▶ _Problem details_: Every line of the records below that holds the word "Pirireis" should be copied out.

▶ _Data for this exercise_:

*** Begin section ***

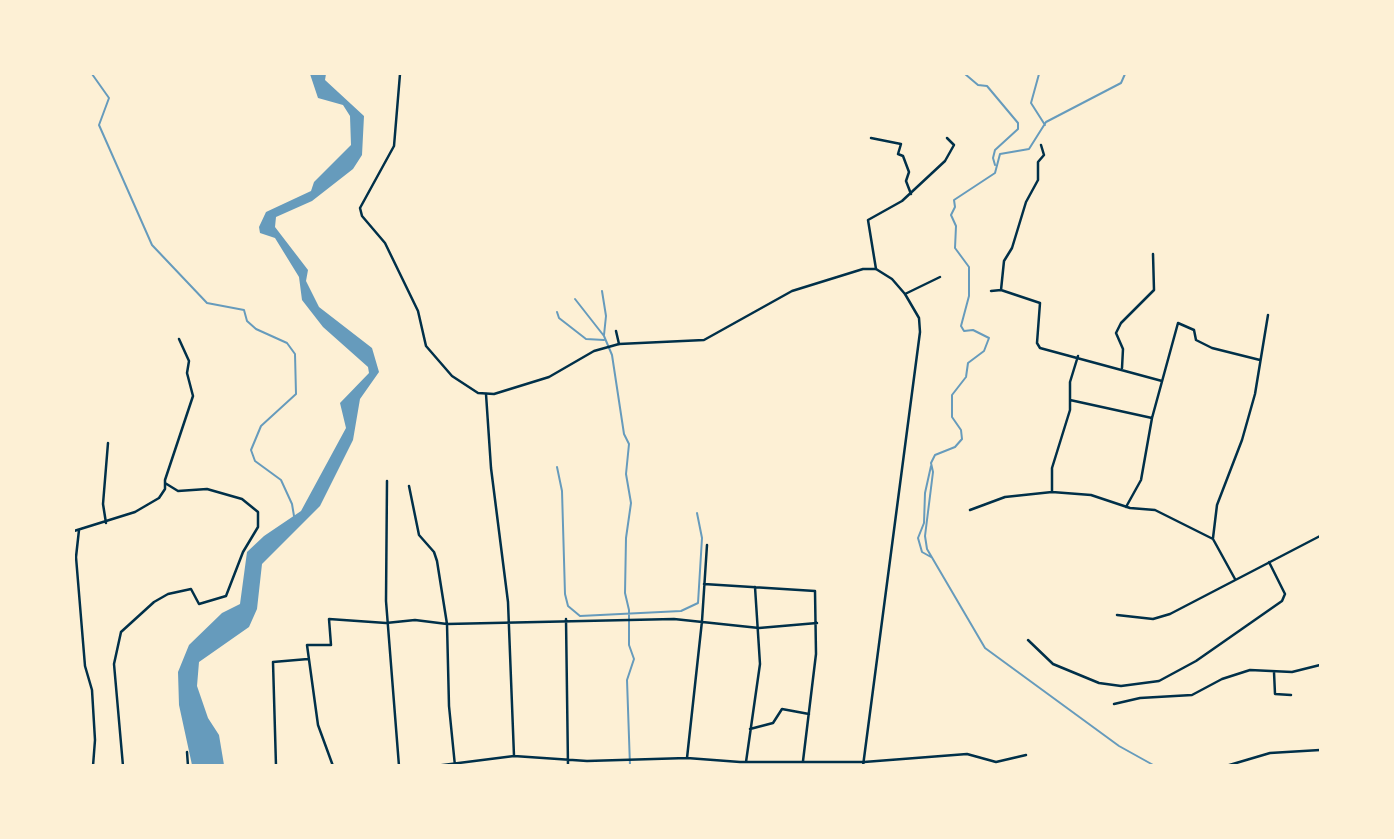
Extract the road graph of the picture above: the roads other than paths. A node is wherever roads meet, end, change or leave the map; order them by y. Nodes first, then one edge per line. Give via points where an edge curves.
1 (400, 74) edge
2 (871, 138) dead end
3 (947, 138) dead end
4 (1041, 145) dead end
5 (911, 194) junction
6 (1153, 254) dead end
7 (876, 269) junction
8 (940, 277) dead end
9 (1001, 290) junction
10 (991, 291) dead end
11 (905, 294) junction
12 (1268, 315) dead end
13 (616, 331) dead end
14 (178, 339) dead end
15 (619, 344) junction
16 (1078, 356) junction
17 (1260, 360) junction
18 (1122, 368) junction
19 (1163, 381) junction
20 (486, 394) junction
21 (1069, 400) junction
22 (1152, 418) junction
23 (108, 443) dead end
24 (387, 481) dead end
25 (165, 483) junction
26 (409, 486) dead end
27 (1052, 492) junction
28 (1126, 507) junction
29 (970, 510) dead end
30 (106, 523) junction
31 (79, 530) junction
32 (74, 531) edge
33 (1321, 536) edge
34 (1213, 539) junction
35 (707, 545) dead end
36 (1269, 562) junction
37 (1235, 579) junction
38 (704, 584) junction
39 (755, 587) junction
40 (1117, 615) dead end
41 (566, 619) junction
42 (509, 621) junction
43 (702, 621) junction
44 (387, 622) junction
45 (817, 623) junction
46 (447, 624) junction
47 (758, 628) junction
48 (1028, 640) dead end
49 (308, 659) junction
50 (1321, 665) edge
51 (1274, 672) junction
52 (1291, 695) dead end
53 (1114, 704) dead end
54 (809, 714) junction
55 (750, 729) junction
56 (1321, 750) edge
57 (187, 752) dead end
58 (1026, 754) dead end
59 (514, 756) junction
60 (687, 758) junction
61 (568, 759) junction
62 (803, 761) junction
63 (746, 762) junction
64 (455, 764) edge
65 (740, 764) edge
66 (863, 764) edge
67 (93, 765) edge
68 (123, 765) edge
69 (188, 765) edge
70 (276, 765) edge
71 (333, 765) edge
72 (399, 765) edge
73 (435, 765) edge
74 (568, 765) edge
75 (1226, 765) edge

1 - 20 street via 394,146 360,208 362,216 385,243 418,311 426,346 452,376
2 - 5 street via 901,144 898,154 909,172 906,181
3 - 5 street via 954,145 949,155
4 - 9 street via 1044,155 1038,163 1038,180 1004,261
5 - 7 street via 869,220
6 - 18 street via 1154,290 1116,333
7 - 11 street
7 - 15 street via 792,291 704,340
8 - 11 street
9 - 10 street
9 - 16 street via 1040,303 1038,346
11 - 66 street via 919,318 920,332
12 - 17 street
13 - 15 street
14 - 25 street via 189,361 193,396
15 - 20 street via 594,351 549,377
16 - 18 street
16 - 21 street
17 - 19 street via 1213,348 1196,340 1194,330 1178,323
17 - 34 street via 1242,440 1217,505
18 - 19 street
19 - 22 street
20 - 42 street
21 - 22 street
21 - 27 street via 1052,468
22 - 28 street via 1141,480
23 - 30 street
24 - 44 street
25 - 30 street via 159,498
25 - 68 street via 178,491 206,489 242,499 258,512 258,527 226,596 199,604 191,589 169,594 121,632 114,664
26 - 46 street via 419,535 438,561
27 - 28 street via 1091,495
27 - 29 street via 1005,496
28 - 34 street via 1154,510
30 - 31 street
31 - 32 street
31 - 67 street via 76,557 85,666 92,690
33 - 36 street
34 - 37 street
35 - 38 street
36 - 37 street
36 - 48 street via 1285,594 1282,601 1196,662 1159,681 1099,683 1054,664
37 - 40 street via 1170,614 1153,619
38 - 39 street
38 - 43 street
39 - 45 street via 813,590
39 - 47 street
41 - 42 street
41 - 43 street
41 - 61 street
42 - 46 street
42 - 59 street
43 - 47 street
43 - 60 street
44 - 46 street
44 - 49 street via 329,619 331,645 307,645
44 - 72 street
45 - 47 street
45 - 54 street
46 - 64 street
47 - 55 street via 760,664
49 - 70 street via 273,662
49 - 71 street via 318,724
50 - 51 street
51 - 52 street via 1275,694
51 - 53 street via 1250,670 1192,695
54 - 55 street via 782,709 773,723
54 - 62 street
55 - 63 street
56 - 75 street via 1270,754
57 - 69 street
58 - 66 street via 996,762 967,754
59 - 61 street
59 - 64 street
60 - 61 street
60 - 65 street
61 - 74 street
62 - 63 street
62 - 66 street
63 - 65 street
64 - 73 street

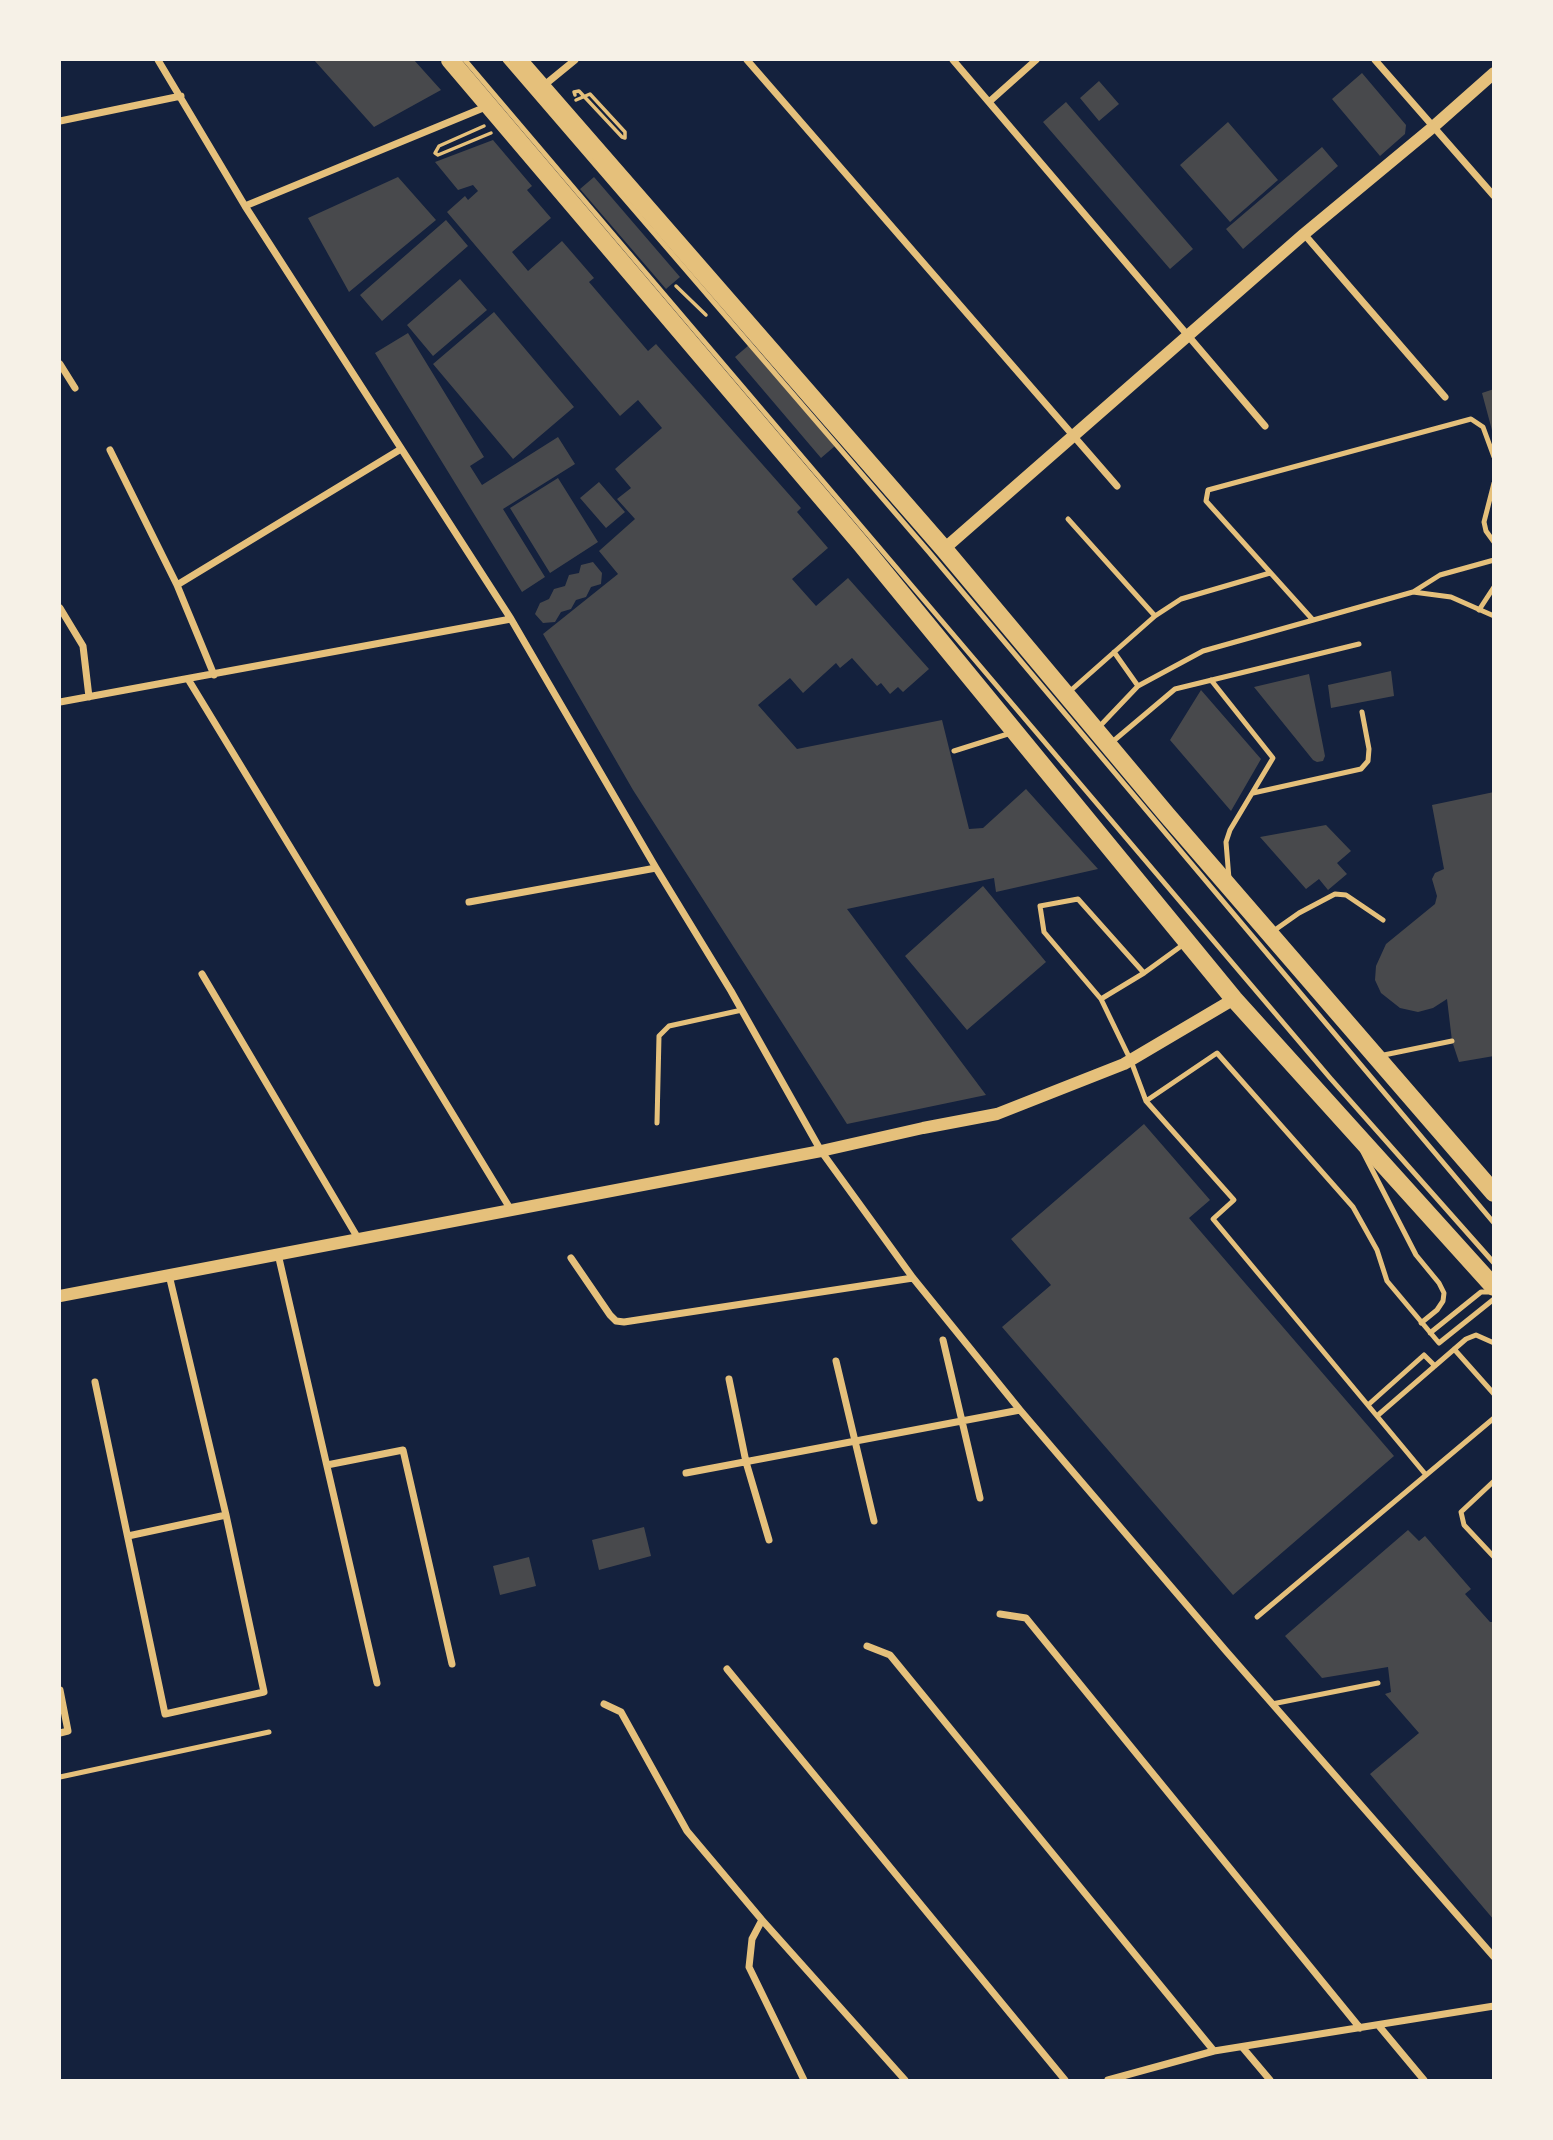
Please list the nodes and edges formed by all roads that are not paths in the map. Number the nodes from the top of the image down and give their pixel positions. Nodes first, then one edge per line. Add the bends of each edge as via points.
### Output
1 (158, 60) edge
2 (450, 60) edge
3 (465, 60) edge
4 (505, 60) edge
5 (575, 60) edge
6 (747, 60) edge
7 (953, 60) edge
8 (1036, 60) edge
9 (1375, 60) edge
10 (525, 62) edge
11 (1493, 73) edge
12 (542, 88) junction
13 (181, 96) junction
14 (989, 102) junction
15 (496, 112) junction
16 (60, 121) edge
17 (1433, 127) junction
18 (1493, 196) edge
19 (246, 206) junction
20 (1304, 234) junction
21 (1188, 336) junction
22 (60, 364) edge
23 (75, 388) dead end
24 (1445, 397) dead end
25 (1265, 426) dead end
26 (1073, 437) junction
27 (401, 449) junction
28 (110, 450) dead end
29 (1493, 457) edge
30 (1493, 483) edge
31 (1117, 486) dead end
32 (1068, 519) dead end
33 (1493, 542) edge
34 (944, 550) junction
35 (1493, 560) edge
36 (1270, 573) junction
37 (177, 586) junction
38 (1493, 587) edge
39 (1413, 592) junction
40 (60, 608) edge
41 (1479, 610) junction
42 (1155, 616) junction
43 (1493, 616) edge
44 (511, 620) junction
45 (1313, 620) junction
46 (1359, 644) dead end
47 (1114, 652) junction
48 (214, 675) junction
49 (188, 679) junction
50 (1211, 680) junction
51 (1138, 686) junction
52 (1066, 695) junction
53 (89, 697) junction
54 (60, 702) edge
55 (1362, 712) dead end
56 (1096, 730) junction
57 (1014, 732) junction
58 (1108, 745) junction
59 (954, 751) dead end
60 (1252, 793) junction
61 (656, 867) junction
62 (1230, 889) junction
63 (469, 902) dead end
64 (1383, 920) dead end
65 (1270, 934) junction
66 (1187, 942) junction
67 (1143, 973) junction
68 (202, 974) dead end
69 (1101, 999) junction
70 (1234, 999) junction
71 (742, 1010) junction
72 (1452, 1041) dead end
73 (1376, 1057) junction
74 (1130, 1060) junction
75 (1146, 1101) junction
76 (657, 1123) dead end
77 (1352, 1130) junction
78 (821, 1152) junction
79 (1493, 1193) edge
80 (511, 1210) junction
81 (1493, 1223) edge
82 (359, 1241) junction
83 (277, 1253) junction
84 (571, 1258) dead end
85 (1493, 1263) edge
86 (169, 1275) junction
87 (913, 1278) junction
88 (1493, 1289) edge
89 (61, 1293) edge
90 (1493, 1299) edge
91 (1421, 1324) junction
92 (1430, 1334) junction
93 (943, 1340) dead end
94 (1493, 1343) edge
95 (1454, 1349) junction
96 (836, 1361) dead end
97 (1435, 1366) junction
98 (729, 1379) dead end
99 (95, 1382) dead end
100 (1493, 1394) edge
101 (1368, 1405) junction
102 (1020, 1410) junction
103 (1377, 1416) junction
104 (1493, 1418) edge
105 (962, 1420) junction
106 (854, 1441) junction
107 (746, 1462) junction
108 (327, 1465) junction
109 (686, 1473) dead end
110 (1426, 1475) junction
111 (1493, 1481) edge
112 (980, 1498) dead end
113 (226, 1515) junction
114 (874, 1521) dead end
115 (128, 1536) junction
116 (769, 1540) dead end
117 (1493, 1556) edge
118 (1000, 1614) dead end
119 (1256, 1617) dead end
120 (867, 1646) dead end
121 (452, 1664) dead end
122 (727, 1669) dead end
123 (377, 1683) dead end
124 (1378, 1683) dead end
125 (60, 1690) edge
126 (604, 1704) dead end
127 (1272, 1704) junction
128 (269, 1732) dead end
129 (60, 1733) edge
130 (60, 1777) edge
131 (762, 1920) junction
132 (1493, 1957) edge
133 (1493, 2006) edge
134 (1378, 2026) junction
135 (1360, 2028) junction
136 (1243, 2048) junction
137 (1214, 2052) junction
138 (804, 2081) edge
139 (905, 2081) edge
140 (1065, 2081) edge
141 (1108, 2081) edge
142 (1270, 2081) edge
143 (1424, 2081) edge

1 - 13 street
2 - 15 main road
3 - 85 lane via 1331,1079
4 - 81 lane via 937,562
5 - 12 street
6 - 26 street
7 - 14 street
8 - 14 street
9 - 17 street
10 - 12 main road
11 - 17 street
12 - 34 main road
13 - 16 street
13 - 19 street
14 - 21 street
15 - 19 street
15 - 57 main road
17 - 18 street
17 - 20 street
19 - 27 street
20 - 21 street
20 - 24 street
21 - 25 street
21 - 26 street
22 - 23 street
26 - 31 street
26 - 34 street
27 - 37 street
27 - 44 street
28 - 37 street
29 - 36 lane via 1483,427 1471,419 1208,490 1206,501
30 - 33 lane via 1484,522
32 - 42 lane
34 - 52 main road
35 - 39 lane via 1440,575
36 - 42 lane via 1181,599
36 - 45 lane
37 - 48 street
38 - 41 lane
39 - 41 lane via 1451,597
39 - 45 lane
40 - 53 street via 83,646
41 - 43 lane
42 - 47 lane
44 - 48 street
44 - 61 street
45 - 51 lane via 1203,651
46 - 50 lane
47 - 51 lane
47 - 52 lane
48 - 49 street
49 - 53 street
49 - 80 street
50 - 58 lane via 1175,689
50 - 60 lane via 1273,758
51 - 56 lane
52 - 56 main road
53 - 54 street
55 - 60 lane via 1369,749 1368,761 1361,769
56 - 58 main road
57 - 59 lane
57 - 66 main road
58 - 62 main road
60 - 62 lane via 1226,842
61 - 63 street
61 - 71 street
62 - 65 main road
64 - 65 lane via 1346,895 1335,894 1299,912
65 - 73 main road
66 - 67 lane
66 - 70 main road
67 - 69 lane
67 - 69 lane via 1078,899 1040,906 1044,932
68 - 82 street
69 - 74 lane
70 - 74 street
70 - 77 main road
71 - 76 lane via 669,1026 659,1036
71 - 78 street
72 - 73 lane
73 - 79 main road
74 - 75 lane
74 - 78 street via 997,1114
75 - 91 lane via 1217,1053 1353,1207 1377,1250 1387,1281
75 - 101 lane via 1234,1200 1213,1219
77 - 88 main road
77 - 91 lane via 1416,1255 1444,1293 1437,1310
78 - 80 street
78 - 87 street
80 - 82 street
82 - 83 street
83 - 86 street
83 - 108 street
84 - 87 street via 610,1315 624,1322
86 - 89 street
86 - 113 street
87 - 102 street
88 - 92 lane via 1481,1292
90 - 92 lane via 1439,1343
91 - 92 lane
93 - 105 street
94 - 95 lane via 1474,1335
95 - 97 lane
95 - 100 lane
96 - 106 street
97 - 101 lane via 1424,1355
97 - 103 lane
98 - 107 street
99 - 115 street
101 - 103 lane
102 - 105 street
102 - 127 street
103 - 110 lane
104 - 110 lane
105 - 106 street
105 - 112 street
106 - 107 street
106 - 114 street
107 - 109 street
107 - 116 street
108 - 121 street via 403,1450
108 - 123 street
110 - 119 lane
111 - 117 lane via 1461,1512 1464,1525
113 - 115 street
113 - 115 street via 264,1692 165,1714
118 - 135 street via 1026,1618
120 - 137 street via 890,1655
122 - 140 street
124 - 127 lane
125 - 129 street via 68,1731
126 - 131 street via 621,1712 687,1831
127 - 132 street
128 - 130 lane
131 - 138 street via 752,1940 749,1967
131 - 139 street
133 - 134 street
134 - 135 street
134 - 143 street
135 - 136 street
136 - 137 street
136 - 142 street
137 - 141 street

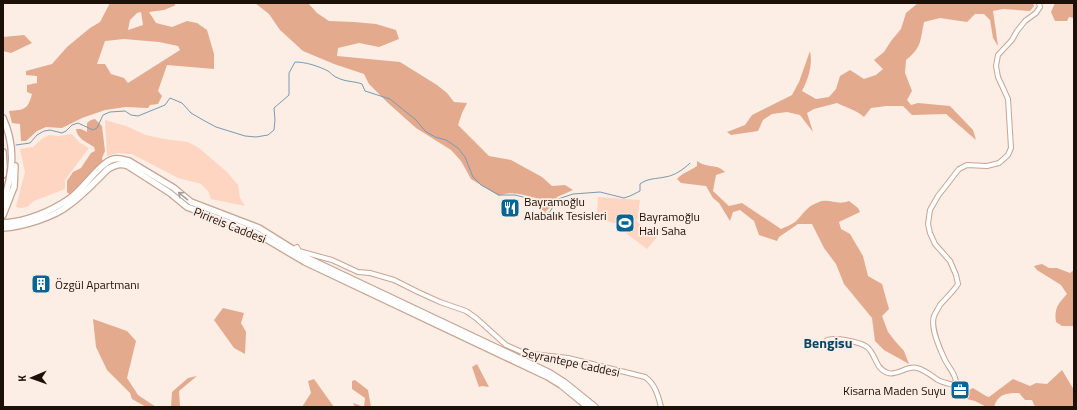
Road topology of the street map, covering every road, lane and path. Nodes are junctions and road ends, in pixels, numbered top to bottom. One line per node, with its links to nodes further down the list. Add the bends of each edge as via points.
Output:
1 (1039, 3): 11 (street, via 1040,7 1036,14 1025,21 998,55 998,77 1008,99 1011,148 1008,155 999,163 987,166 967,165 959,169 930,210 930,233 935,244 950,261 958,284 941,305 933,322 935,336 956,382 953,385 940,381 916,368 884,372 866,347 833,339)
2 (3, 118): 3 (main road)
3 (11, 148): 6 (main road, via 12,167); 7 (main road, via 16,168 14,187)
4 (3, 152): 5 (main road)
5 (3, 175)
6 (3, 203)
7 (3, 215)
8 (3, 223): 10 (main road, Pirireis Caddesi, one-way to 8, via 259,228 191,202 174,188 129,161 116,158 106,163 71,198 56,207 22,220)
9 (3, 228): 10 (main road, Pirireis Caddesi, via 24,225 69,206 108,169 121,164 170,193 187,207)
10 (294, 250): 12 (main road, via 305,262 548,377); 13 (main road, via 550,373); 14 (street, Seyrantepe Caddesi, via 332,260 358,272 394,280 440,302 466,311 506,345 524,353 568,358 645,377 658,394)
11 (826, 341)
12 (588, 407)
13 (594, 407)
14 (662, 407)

*** End section ***

▶ _Task answer_:
8 (3, 223): 10 (main road, Pirireis Caddesi, one-way to 8, via 259,228 191,202 174,188 129,161 116,158 106,163 71,198 56,207 22,220)
9 (3, 228): 10 (main road, Pirireis Caddesi, via 24,225 69,206 108,169 121,164 170,193 187,207)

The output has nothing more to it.